## What is needed
All lines in the data bearing the string "Right" should be identified and copied.

──────── Supplied data

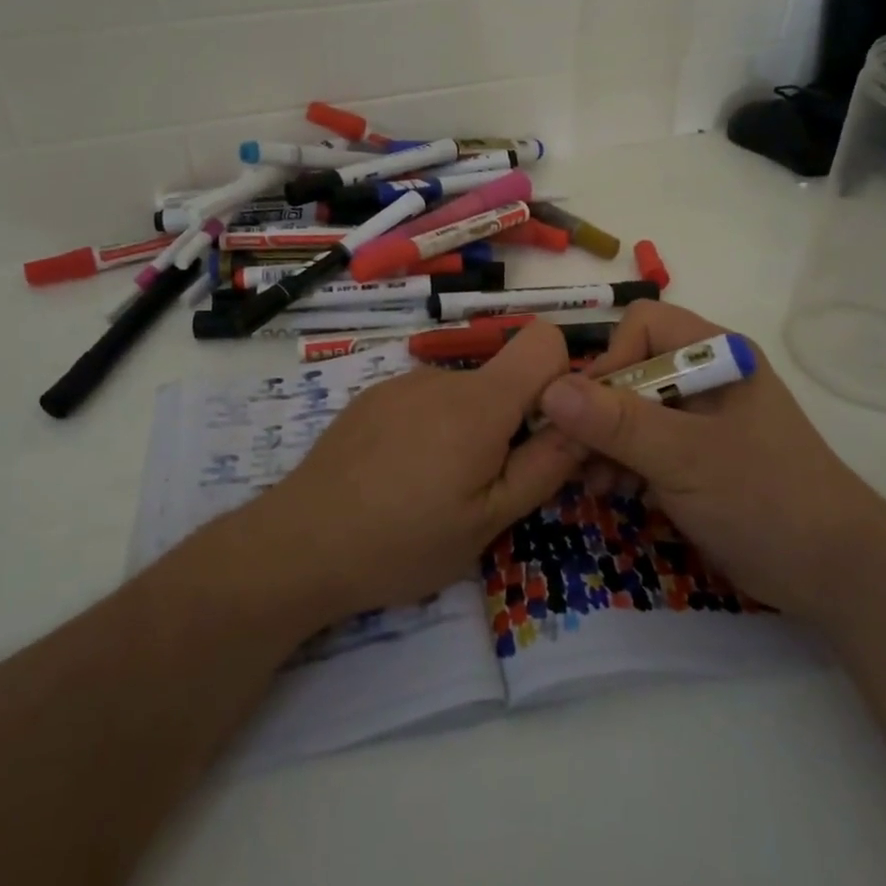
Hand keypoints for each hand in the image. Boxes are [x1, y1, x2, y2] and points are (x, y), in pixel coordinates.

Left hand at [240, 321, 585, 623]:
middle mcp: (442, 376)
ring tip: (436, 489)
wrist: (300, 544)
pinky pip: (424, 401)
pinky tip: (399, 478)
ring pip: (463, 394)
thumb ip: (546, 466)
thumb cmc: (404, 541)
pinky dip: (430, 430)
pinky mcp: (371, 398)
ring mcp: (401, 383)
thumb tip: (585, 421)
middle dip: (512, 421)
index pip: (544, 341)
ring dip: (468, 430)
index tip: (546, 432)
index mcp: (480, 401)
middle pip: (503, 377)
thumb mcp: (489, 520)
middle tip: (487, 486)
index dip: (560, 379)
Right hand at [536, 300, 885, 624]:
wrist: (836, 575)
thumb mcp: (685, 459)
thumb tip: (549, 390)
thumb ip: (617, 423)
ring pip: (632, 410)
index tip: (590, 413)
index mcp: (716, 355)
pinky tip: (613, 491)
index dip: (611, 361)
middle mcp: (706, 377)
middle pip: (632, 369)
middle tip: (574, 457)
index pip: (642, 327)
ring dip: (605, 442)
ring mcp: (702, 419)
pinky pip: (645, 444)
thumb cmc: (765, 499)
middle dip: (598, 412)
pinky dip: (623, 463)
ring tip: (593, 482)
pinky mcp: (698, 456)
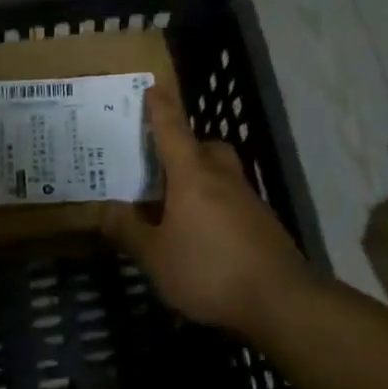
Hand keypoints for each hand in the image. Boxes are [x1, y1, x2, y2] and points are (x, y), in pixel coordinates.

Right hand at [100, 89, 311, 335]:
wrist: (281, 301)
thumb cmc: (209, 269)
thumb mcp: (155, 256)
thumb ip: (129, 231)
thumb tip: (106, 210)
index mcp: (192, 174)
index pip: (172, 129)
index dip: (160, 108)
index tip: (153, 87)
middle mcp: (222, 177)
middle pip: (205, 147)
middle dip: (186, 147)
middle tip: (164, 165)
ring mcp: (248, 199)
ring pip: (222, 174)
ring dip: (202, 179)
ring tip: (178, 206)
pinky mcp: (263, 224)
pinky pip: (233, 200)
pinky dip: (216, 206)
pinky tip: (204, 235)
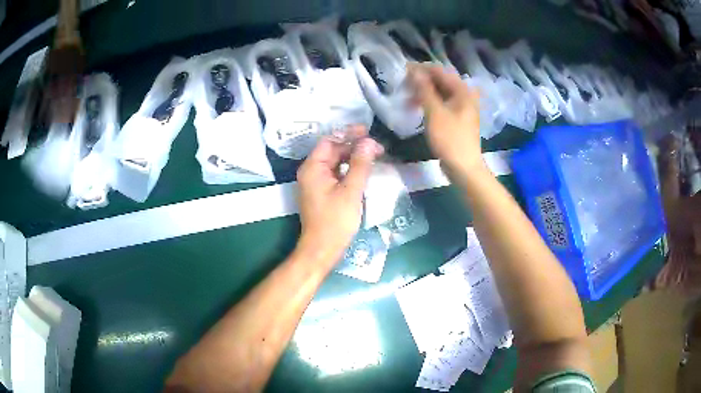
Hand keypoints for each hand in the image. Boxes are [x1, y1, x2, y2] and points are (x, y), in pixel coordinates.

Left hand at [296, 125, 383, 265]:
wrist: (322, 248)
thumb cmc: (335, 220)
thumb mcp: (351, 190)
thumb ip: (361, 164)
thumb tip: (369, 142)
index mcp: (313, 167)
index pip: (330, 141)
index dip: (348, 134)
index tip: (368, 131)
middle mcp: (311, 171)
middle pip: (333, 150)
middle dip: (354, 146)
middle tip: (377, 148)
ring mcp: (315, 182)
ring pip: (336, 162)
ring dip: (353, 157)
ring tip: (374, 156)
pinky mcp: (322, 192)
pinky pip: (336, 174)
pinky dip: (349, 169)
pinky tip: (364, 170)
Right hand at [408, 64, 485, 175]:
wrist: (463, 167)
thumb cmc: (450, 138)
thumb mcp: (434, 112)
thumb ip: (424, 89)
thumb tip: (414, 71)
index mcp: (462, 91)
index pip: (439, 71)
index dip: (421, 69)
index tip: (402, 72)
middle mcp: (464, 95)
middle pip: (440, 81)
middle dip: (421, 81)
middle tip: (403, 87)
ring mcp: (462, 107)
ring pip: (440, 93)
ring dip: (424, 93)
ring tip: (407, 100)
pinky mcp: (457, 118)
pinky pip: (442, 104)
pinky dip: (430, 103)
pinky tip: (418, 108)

────────────────

## Answer area
Right hand at [536, 300, 885, 624]:
Right hand at [100, 89, 311, 335]:
Right hand at [408, 64, 485, 175]:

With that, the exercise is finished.